[Stored data]
==============================

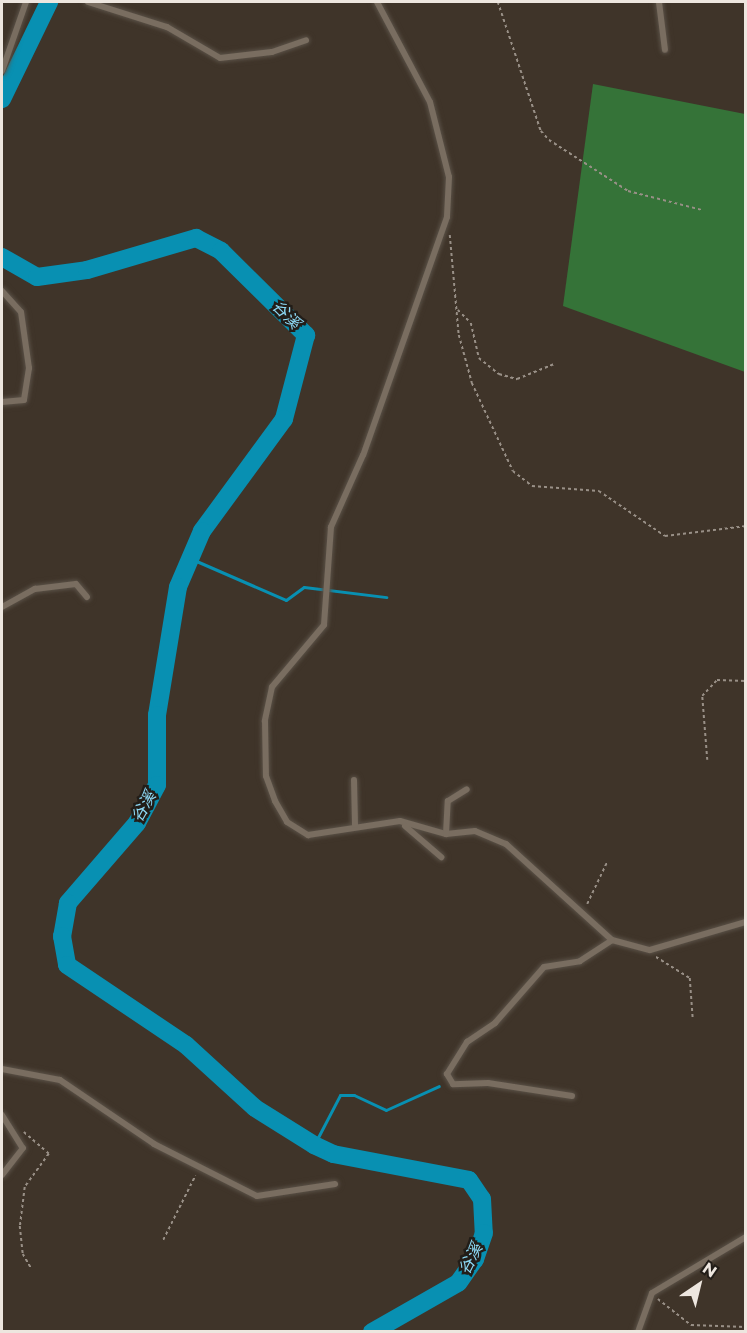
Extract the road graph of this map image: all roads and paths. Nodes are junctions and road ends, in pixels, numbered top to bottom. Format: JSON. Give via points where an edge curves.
{"nodes":[{"id":1,"x":26,"y":2,"type":"edge"},
{"id":2,"x":88,"y":2,"type":"edge"},
{"id":3,"x":376,"y":2,"type":"edge"},
{"id":4,"x":498,"y":2,"type":"edge"},
{"id":5,"x":659,"y":2,"type":"edge"},
{"id":6,"x":306,"y":40,"type":"dead end"},
{"id":7,"x":665,"y":50,"type":"dead end"},
{"id":8,"x":2,"y":71,"type":"edge"},
{"id":9,"x":702,"y":210,"type":"dead end"},
{"id":10,"x":447,"y":217,"type":"junction"},
{"id":11,"x":2,"y":291,"type":"edge"},
{"id":12,"x":457,"y":309,"type":"junction"},
{"id":13,"x":554,"y":364,"type":"dead end"},
{"id":14,"x":2,"y":402,"type":"edge"},
{"id":15,"x":746,"y":526,"type":"edge"},
{"id":16,"x":87,"y":597,"type":"dead end"},
{"id":17,"x":2,"y":607,"type":"edge"},
{"id":18,"x":746,"y":681,"type":"edge"},
{"id":19,"x":707,"y":760,"type":"dead end"},
{"id":20,"x":354,"y":780,"type":"dead end"},
{"id":21,"x":467,"y":789,"type":"dead end"},
{"id":22,"x":400,"y":821,"type":"junction"},
{"id":23,"x":355,"y":825,"type":"junction"},
{"id":24,"x":446,"y":834,"type":"junction"},
{"id":25,"x":441,"y":857,"type":"dead end"},
{"id":26,"x":607,"y":862,"type":"dead end"},
{"id":27,"x":581,"y":912,"type":"junction"},
{"id":28,"x":746,"y":922,"type":"edge"},
{"id":29,"x":612,"y":940,"type":"junction"},
{"id":30,"x":652,"y":955,"type":"dead end"},
{"id":31,"x":693,"y":1020,"type":"dead end"},
{"id":32,"x":2,"y":1069,"type":"edge"},
{"id":33,"x":572,"y":1096,"type":"dead end"},
{"id":34,"x":2,"y":1115,"type":"edge"},
{"id":35,"x":5,"y":1120,"type":"edge"},
{"id":36,"x":15,"y":1128,"type":"junction"},
{"id":37,"x":199,"y":1167,"type":"junction"},
{"id":38,"x":2,"y":1175,"type":"edge"},
{"id":39,"x":335,"y":1184,"type":"dead end"},
{"id":40,"x":746,"y":1237,"type":"edge"},
{"id":41,"x":164,"y":1240,"type":"dead end"},
{"id":42,"x":31,"y":1268,"type":"dead end"},
{"id":43,"x":652,"y":1293,"type":"junction"},
{"id":44,"x":746,"y":1327,"type":"edge"},
{"id":45,"x":638,"y":1332,"type":"edge"}],
"edges":[{"from":1,"to":8,"type":"lane"},
{"from":2,"to":6,"type":"lane","via":[[167,27],[220,58],[272,52]]},
{"from":3,"to":10,"type":"lane","via":[[430,102],[449,177]]},
{"from":4,"to":9,"type":"path","via":[[541,131],[549,140],[628,191]]},
{"from":5,"to":7,"type":"lane"},
{"from":10,"to":12,"type":"path"},
{"from":10,"to":23,"type":"lane","via":[[363,454],[331,527],[324,625],[272,687],[265,721],[266,776],[287,822],[308,835]]},
{"from":11,"to":14,"type":"lane","via":[[21,312],[29,368],[24,400]]},
{"from":12,"to":13,"type":"path","via":[[471,323],[479,358],[499,374],[517,379]]},
{"from":12,"to":15,"type":"path","via":[[472,383],[513,471],[532,486],[599,491],[665,537]]},
{"from":16,"to":17,"type":"lane","via":[[76,584],[17,594]]},
{"from":18,"to":19,"type":"path","via":[[717,680],[702,696]]},
{"from":20,"to":23,"type":"lane"},
{"from":21,"to":24,"type":"lane","via":[[448,801]]},
{"from":22,"to":23,"type":"lane"},
{"from":22,"to":24,"type":"lane"},
{"from":22,"to":25,"type":"lane"},
{"from":24,"to":27,"type":"lane","via":[[475,831],[506,844]]},
{"from":26,"to":27,"type":"path","via":[[599,888]]},
{"from":27,"to":29,"type":"lane"},
{"from":28,"to":29,"type":"lane","via":[[715,928],[685,944],[651,950]]},
{"from":29,"to":33,"type":"lane","via":[[580,961],[544,967],[495,1023],[467,1042],[447,1074],[453,1084],[488,1083]]},
{"from":30,"to":31,"type":"path","via":[[690,978]]},
{"from":32,"to":37,"type":"lane","via":[[60,1080],[118,1122]]},
{"from":34,"to":35,"type":"lane"},
{"from":35,"to":36,"type":"lane"},
{"from":36,"to":38,"type":"lane","via":[[23,1148]]},
{"from":36,"to":42,"type":"path","via":[[29,1134],[49,1154],[25,1187],[20,1226]]},
{"from":37,"to":39,"type":"lane","via":[[257,1196]]},
{"from":37,"to":41,"type":"path"},
{"from":40,"to":43,"type":"lane"},
{"from":43,"to":44,"type":"path","via":[[691,1325]]},
{"from":43,"to":45,"type":"lane"}]}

==============================

## Exercise description
Please copy the data above exactly; the pictures do not belong in the copy.

## Result for this task
Extract the road graph of this map image: all roads and paths. Nodes are junctions and road ends, in pixels, numbered top to bottom. Format: JSON. Give via points where an edge curves.
{"nodes":[{"id":1,"x":26,"y":2,"type":"edge"},
{"id":2,"x":88,"y":2,"type":"edge"},
{"id":3,"x":376,"y":2,"type":"edge"},
{"id":4,"x":498,"y":2,"type":"edge"},
{"id":5,"x":659,"y":2,"type":"edge"},
{"id":6,"x":306,"y":40,"type":"dead end"},
{"id":7,"x":665,"y":50,"type":"dead end"},
{"id":8,"x":2,"y":71,"type":"edge"},
{"id":9,"x":702,"y":210,"type":"dead end"},
{"id":10,"x":447,"y":217,"type":"junction"},
{"id":11,"x":2,"y":291,"type":"edge"},
{"id":12,"x":457,"y":309,"type":"junction"},
{"id":13,"x":554,"y":364,"type":"dead end"},
{"id":14,"x":2,"y":402,"type":"edge"},
{"id":15,"x":746,"y":526,"type":"edge"},
{"id":16,"x":87,"y":597,"type":"dead end"},
{"id":17,"x":2,"y":607,"type":"edge"},
{"id":18,"x":746,"y":681,"type":"edge"},
{"id":19,"x":707,"y":760,"type":"dead end"},
{"id":20,"x":354,"y":780,"type":"dead end"},
{"id":21,"x":467,"y":789,"type":"dead end"},
{"id":22,"x":400,"y":821,"type":"junction"},
{"id":23,"x":355,"y":825,"type":"junction"},
{"id":24,"x":446,"y":834,"type":"junction"},
{"id":25,"x":441,"y":857,"type":"dead end"},
{"id":26,"x":607,"y":862,"type":"dead end"},
{"id":27,"x":581,"y":912,"type":"junction"},
{"id":28,"x":746,"y":922,"type":"edge"},
{"id":29,"x":612,"y":940,"type":"junction"},
{"id":30,"x":652,"y":955,"type":"dead end"},
{"id":31,"x":693,"y":1020,"type":"dead end"},
{"id":32,"x":2,"y":1069,"type":"edge"},
{"id":33,"x":572,"y":1096,"type":"dead end"},
{"id":34,"x":2,"y":1115,"type":"edge"},
{"id":35,"x":5,"y":1120,"type":"edge"},
{"id":36,"x":15,"y":1128,"type":"junction"},
{"id":37,"x":199,"y":1167,"type":"junction"},
{"id":38,"x":2,"y":1175,"type":"edge"},
{"id":39,"x":335,"y":1184,"type":"dead end"},
{"id":40,"x":746,"y":1237,"type":"edge"},
{"id":41,"x":164,"y":1240,"type":"dead end"},
{"id":42,"x":31,"y":1268,"type":"dead end"},
{"id":43,"x":652,"y":1293,"type":"junction"},
{"id":44,"x":746,"y":1327,"type":"edge"},
{"id":45,"x":638,"y":1332,"type":"edge"}],
"edges":[{"from":1,"to":8,"type":"lane"},
{"from":2,"to":6,"type":"lane","via":[[167,27],[220,58],[272,52]]},
{"from":3,"to":10,"type":"lane","via":[[430,102],[449,177]]},
{"from":4,"to":9,"type":"path","via":[[541,131],[549,140],[628,191]]},
{"from":5,"to":7,"type":"lane"},
{"from":10,"to":12,"type":"path"},
{"from":10,"to":23,"type":"lane","via":[[363,454],[331,527],[324,625],[272,687],[265,721],[266,776],[287,822],[308,835]]},
{"from":11,"to":14,"type":"lane","via":[[21,312],[29,368],[24,400]]},
{"from":12,"to":13,"type":"path","via":[[471,323],[479,358],[499,374],[517,379]]},
{"from":12,"to":15,"type":"path","via":[[472,383],[513,471],[532,486],[599,491],[665,537]]},
{"from":16,"to":17,"type":"lane","via":[[76,584],[17,594]]},
{"from":18,"to":19,"type":"path","via":[[717,680],[702,696]]},
{"from":20,"to":23,"type":"lane"},
{"from":21,"to":24,"type":"lane","via":[[448,801]]},
{"from":22,"to":23,"type":"lane"},
{"from":22,"to":24,"type":"lane"},
{"from":22,"to":25,"type":"lane"},
{"from":24,"to":27,"type":"lane","via":[[475,831],[506,844]]},
{"from":26,"to":27,"type":"path","via":[[599,888]]},
{"from":27,"to":29,"type":"lane"},
{"from":28,"to":29,"type":"lane","via":[[715,928],[685,944],[651,950]]},
{"from":29,"to":33,"type":"lane","via":[[580,961],[544,967],[495,1023],[467,1042],[447,1074],[453,1084],[488,1083]]},
{"from":30,"to":31,"type":"path","via":[[690,978]]},
{"from":32,"to":37,"type":"lane","via":[[60,1080],[118,1122]]},
{"from":34,"to":35,"type":"lane"},
{"from":35,"to":36,"type":"lane"},
{"from":36,"to":38,"type":"lane","via":[[23,1148]]},
{"from":36,"to":42,"type":"path","via":[[29,1134],[49,1154],[25,1187],[20,1226]]},
{"from":37,"to":39,"type":"lane","via":[[257,1196]]},
{"from":37,"to":41,"type":"path"},
{"from":40,"to":43,"type":"lane"},
{"from":43,"to":44,"type":"path","via":[[691,1325]]},
{"from":43,"to":45,"type":"lane"}]}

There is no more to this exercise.